Growing industrial hemp is legal by state code, but federal regulations make it next to impossible. The federal Drug Enforcement Administration only allows marijuana growth for research purposes, and only then under the strictest of security.

 

The federal government doesn't make a distinction between the marijuana people smoke to get high, which contains a psychotropic chemical and the industrial hemp, which contains less than 1 percent of the substance.

 

That means West Virginia farmers can't legally grow hemp commercially, a legislative interim committee learned Tuesday, but it doesn't mean state Agriculture Commissioner Gus Douglass won't keep joking about his own marijuana efforts.

 

Douglass recently bid on and bought property near his Mason County farm that State Police acquired years ago when a person illegally grew marijuana there.

 

"As we're dealing with hemp, I might as well announce it: Your commissioner of agriculture has a pot barn," Douglass joked, adding quickly, "That's not to be confused with industrial hemp."

 

Theoretically, if Douglass did want to grow industrial hemp on his property, he'd have to do it under strict security like two other states currently interesting in commercializing hemp.

 

North Dakota State University was authorized by the North Dakota Legislature to study industrial hemp as an alternative crop, but the university still hasn't grown industrial hemp because its had such a hard time meeting federal standards, according to a report by Deputy Agriculture Commissioner Steve Hannah.

 

In Hawaii, industrial hemp is grown for research purposes only, focusing mainly on the cosmetic use of hemp seed oil.
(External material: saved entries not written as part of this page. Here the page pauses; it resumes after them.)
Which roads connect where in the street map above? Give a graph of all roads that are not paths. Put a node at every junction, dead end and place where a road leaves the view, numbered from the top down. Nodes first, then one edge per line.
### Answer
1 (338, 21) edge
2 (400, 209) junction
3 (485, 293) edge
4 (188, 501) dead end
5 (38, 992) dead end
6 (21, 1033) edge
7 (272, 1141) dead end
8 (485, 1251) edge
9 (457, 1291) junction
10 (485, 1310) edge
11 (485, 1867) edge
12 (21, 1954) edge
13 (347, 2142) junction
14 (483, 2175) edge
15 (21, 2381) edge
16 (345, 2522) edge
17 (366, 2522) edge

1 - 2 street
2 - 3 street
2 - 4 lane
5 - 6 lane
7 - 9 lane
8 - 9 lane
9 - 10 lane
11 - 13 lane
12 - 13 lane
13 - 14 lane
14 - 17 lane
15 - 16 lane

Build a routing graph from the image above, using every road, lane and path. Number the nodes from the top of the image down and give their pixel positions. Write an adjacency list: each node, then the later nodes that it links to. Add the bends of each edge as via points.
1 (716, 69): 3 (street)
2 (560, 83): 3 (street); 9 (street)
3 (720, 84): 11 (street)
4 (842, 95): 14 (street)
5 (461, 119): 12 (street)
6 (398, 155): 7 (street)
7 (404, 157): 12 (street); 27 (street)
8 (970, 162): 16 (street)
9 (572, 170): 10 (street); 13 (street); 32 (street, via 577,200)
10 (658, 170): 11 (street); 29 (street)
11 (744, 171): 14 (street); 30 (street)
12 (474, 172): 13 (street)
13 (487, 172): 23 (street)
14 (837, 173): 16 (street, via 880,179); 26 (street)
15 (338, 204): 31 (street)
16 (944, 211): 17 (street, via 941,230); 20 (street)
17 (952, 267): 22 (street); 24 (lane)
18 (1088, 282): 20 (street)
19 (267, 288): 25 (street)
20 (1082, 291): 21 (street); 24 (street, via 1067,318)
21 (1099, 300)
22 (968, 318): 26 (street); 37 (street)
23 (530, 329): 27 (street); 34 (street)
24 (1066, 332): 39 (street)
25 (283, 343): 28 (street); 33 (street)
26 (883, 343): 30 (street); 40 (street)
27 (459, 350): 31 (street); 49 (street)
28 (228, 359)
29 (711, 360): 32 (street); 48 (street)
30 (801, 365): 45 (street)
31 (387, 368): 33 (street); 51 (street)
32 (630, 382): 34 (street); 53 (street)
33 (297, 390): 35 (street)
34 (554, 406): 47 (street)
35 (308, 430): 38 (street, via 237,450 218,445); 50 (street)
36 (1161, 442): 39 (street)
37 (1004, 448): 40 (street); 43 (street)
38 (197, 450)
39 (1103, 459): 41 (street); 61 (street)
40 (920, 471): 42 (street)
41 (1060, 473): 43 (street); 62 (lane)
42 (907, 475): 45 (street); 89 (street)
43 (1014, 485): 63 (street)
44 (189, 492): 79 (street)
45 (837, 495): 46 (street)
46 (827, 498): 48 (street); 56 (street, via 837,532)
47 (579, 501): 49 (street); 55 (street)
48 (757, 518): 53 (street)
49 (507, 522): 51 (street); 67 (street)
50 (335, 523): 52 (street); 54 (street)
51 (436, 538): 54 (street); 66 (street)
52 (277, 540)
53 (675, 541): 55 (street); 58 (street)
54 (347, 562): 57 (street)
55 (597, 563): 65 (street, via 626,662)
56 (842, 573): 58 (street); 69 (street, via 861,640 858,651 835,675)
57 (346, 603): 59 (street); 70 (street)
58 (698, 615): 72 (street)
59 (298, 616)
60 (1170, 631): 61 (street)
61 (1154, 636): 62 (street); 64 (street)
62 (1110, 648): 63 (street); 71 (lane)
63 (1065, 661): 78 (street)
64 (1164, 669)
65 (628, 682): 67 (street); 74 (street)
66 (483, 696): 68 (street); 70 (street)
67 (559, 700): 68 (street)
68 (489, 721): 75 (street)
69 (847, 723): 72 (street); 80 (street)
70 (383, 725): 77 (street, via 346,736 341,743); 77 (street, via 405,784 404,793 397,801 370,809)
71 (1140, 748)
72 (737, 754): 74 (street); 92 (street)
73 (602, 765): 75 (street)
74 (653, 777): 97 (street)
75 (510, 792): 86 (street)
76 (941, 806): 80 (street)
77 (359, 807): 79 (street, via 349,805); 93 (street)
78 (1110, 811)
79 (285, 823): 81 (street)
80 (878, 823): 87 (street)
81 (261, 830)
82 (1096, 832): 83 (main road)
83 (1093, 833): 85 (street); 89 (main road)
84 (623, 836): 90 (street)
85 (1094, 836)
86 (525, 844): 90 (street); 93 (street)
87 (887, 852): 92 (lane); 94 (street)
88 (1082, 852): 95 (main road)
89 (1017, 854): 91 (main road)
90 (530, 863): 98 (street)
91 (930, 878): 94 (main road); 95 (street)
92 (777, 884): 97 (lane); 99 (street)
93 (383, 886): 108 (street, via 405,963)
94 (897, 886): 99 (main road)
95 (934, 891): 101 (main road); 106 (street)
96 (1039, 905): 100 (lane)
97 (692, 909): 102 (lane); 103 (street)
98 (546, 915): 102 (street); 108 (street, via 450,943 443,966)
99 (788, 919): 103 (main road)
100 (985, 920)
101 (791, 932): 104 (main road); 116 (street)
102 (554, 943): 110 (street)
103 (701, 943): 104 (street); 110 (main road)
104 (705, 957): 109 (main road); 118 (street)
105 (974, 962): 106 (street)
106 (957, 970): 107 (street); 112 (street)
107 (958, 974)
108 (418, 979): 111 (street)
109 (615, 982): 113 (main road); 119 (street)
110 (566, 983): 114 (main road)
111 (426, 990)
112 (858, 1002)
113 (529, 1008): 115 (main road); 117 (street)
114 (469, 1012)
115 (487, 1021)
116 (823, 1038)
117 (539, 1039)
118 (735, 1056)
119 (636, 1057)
That state's one-quarter-acre plot is surrounded by a 12-foot high fence and 24-hour motion detectors connected to a commercial security system, Hannah said.

 

West Virginia agriculture officials sent a letter to the Drug Enforcement Administration asking exactly what the requirements for security are. Until the federal government makes a distinction between industrial hemp and marijuana, however, Hannah said it's unlikely that even research hemp would be grown.

 

"Growing industrial hemp commercially in West Virginia is economically infeasible under current federal law that considers it illegal," Hannah wrote in his report to the committee.

 

Douglass said several states were trying to get the government to classify industrial hemp differently than marijuana.

 

"This hemp issue will come up again," Douglass said.

 

Note: Strict federal rules overshadow state's year-old legislation.